◆ **Given entries**:
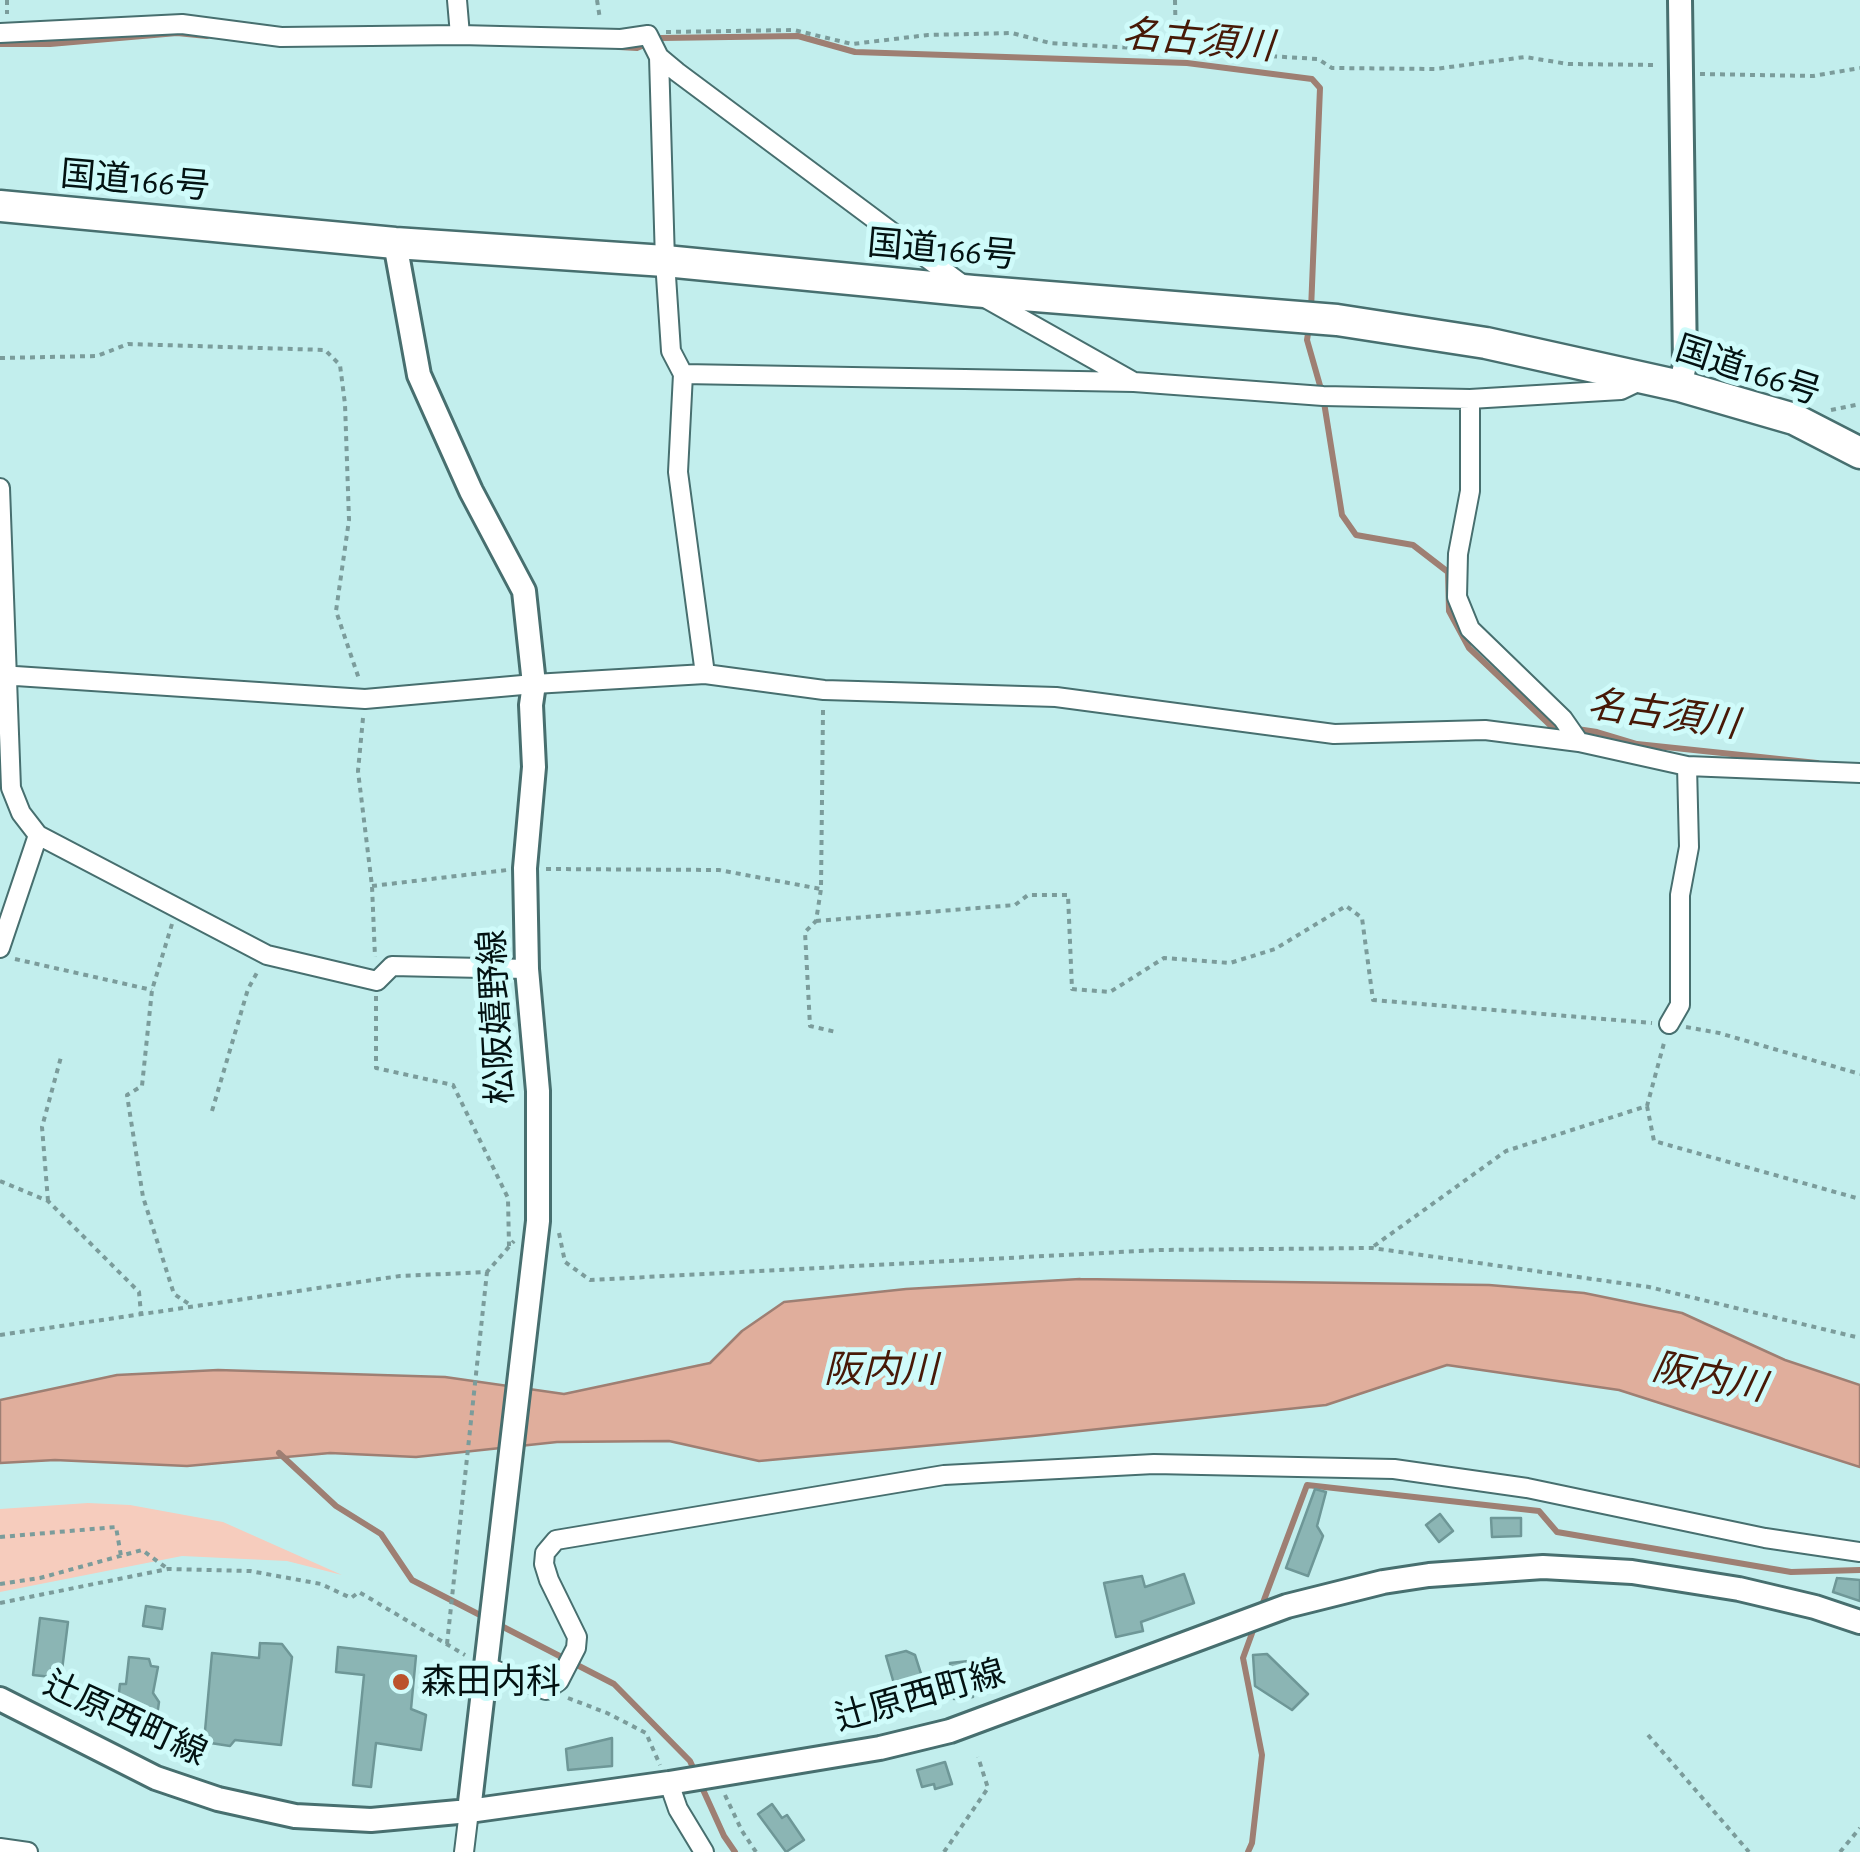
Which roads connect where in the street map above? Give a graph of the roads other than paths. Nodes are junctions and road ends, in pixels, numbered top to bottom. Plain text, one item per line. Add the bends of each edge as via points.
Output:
1 (457, 0) edge
2 (1680, 0) edge
3 (0, 33) edge
4 (460, 34) junction
5 (658, 56) junction
6 (0, 206) edge
7 (394, 243) junction
8 (665, 261) junction
9 (973, 292) junction
10 (683, 374) junction
11 (1647, 378) junction
12 (1134, 382) junction
13 (1680, 386) junction
14 (1470, 399) junction
15 (1860, 453) edge
16 (0, 488) edge
17 (705, 674) junction
18 (4, 675) edge
19 (534, 684) junction
20 (1578, 742) junction
21 (1687, 766) junction
22 (1853, 773) edge
23 (38, 835) junction
24 (0, 948) edge
25 (527, 969) junction
26 (1669, 1024) road end
27 (1860, 1552) edge
28 (1860, 1622) edge
29 (487, 1667) junction
30 (0, 1699) edge
31 (668, 1783) junction
32 (469, 1811) junction
33 (0, 1848) edge
34 (28, 1852) edge
35 (464, 1852) edge
36 (704, 1852) edge

1 - 4 street
2 - 13 main road
3 - 4 street via 182,24 282,37
4 - 5 street via 649,36
5 - 8 street
5 - 9 street
6 - 7 highway, 国道166号
7 - 8 highway, 国道166号
7 - 19 main road, 松阪嬉野線 via 419,375 524,591
8 - 9 highway, 国道166号
8 - 10 street via 671,350
9 - 11 highway, 国道166号 via 1337,320 1486,342
9 - 12 street
10 - 12 street
10 - 17 street via 678,472
11 - 13 highway, 国道166号
11 - 14 street via 1621,390
12 - 14 street
13 - 15 highway, 国道166号 via 1794,419
14 - 20 street via 1470,491 1457,598 1470,628
16 - 18 street
17 - 19 street
17 - 20 street via 824,690 1056,697 1334,734 1485,730
18 - 19 street via 365,699
18 - 23 street via 11,788
19 - 25 main road, 松阪嬉野線
20 - 21 street
21 - 22 street
21 - 26 street via 1680,1005
23 - 24 street
23 - 25 street via 267,955 376,981 392,966
25 - 29 main road, 松阪嬉野線 via 538,1090 538,1221
27 - 29 street via 1394,1469 1170,1464 944,1475 556,1540 544,1564 578,1637 576,1648 553,1686
28 - 31 main road, 辻原西町線 via 1694,1581 1590,1568 1429,1574 1274,1611 950,1731 838,1757
29 - 32 main road, 松阪嬉野線
30 - 32 main road, 辻原西町線 via 156,1778 253,1809 371,1820
31 - 32 main road, 辻原西町線
31 - 36 street
32 - 35 street
33 - 34 street

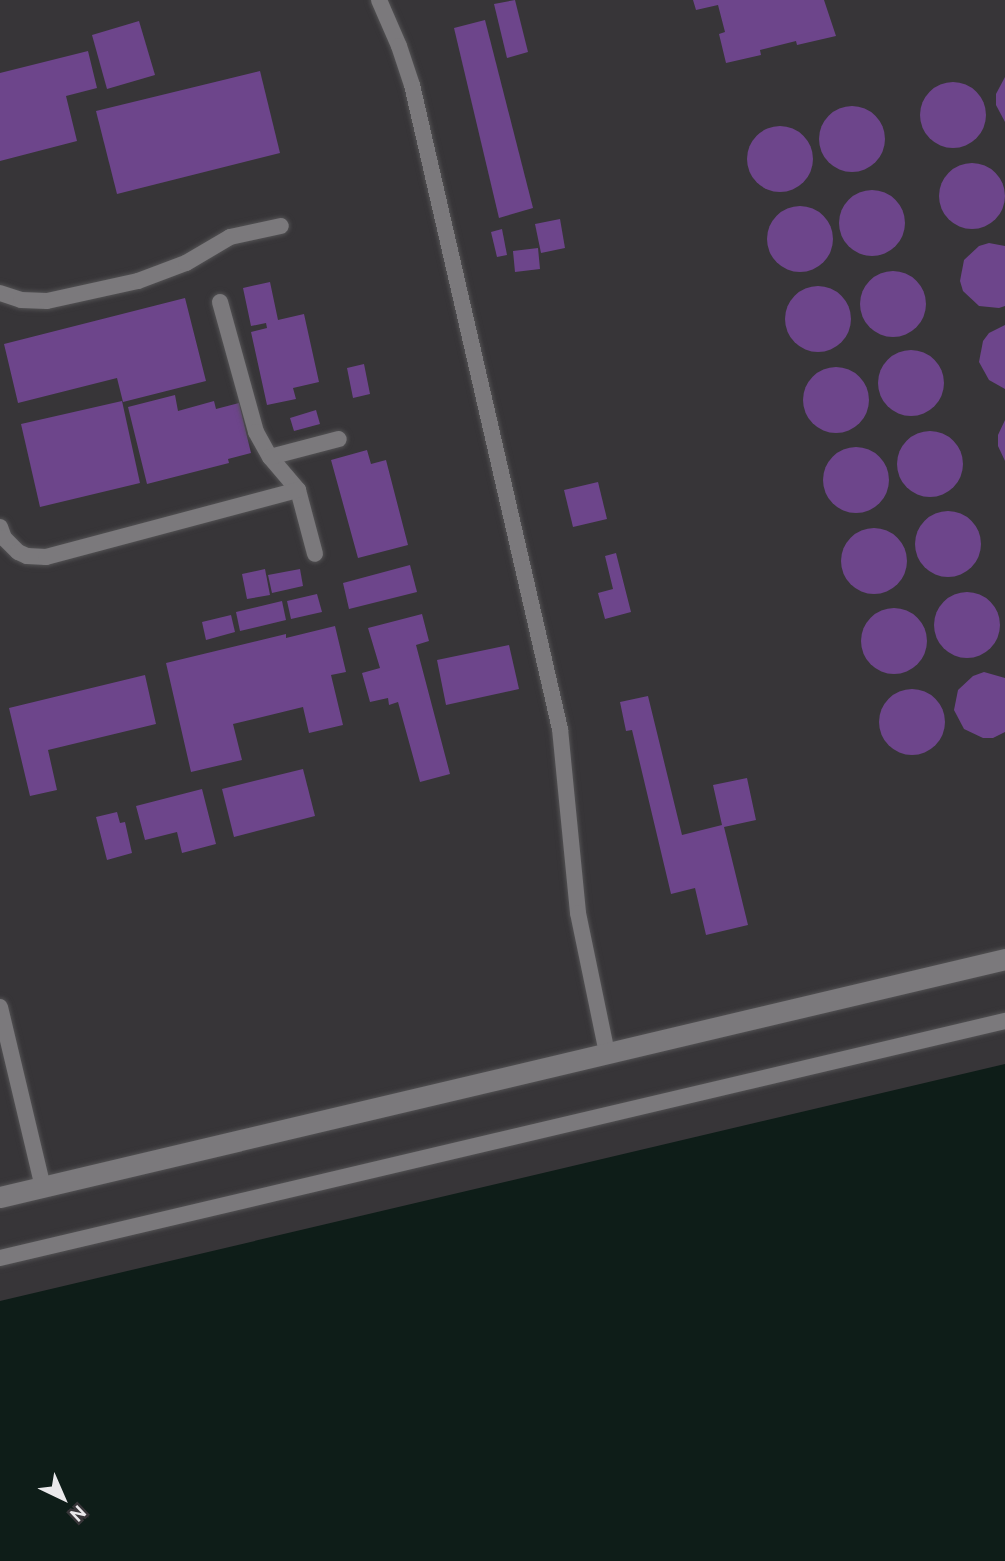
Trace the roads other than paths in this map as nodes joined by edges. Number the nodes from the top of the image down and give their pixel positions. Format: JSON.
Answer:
{"nodes":[{"id":1,"x":379,"y":0,"type":"edge"},
{"id":2,"x":281,"y":226,"type":"dead end"},
{"id":3,"x":0,"y":293,"type":"edge"},
{"id":4,"x":220,"y":302,"type":"dead end"},
{"id":5,"x":339,"y":439,"type":"dead end"},
{"id":6,"x":270,"y":457,"type":"junction"},
{"id":7,"x":298,"y":490,"type":"junction"},
{"id":8,"x":0,"y":527,"type":"edge"},
{"id":9,"x":315,"y":554,"type":"dead end"},
{"id":10,"x":1005,"y":959,"type":"edge"},
{"id":11,"x":0,"y":1007,"type":"edge"},
{"id":12,"x":1005,"y":1021,"type":"edge"},
{"id":13,"x":607,"y":1053,"type":"junction"},
{"id":14,"x":43,"y":1187,"type":"junction"},
{"id":15,"x":0,"y":1197,"type":"edge"},
{"id":16,"x":0,"y":1258,"type":"edge"}],
"edges":[{"from":1,"to":13,"type":"lane"},
{"from":2,"to":3,"type":"lane"},
{"from":4,"to":6,"type":"lane"},
{"from":5,"to":6,"type":"lane"},
{"from":6,"to":7,"type":"lane"},
{"from":7,"to":8,"type":"lane"},
{"from":7,"to":9,"type":"lane"},
{"from":10,"to":13,"type":"street"},
{"from":11,"to":14,"type":"lane"},
{"from":12,"to":16,"type":"lane"},
{"from":13,"to":14,"type":"street"},
{"from":14,"to":15,"type":"street"}]}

◆ **About this exercise**: Could you print the lines above, exactly as written, from the line containing "Trace the roads" through the final one?

◆ **Response to the exercise**:
Trace the roads other than paths in this map as nodes joined by edges. Number the nodes from the top of the image down and give their pixel positions. Format: JSON.
Answer:
{"nodes":[{"id":1,"x":379,"y":0,"type":"edge"},
{"id":2,"x":281,"y":226,"type":"dead end"},
{"id":3,"x":0,"y":293,"type":"edge"},
{"id":4,"x":220,"y":302,"type":"dead end"},
{"id":5,"x":339,"y":439,"type":"dead end"},
{"id":6,"x":270,"y":457,"type":"junction"},
{"id":7,"x":298,"y":490,"type":"junction"},
{"id":8,"x":0,"y":527,"type":"edge"},
{"id":9,"x":315,"y":554,"type":"dead end"},
{"id":10,"x":1005,"y":959,"type":"edge"},
{"id":11,"x":0,"y":1007,"type":"edge"},
{"id":12,"x":1005,"y":1021,"type":"edge"},
{"id":13,"x":607,"y":1053,"type":"junction"},
{"id":14,"x":43,"y":1187,"type":"junction"},
{"id":15,"x":0,"y":1197,"type":"edge"},
{"id":16,"x":0,"y":1258,"type":"edge"}],
"edges":[{"from":1,"to":13,"type":"lane"},
{"from":2,"to":3,"type":"lane"},
{"from":4,"to":6,"type":"lane"},
{"from":5,"to":6,"type":"lane"},
{"from":6,"to":7,"type":"lane"},
{"from":7,"to":8,"type":"lane"},
{"from":7,"to":9,"type":"lane"},
{"from":10,"to":13,"type":"street"},
{"from":11,"to":14,"type":"lane"},
{"from":12,"to":16,"type":"lane"},
{"from":13,"to":14,"type":"street"},
{"from":14,"to":15,"type":"street"}]}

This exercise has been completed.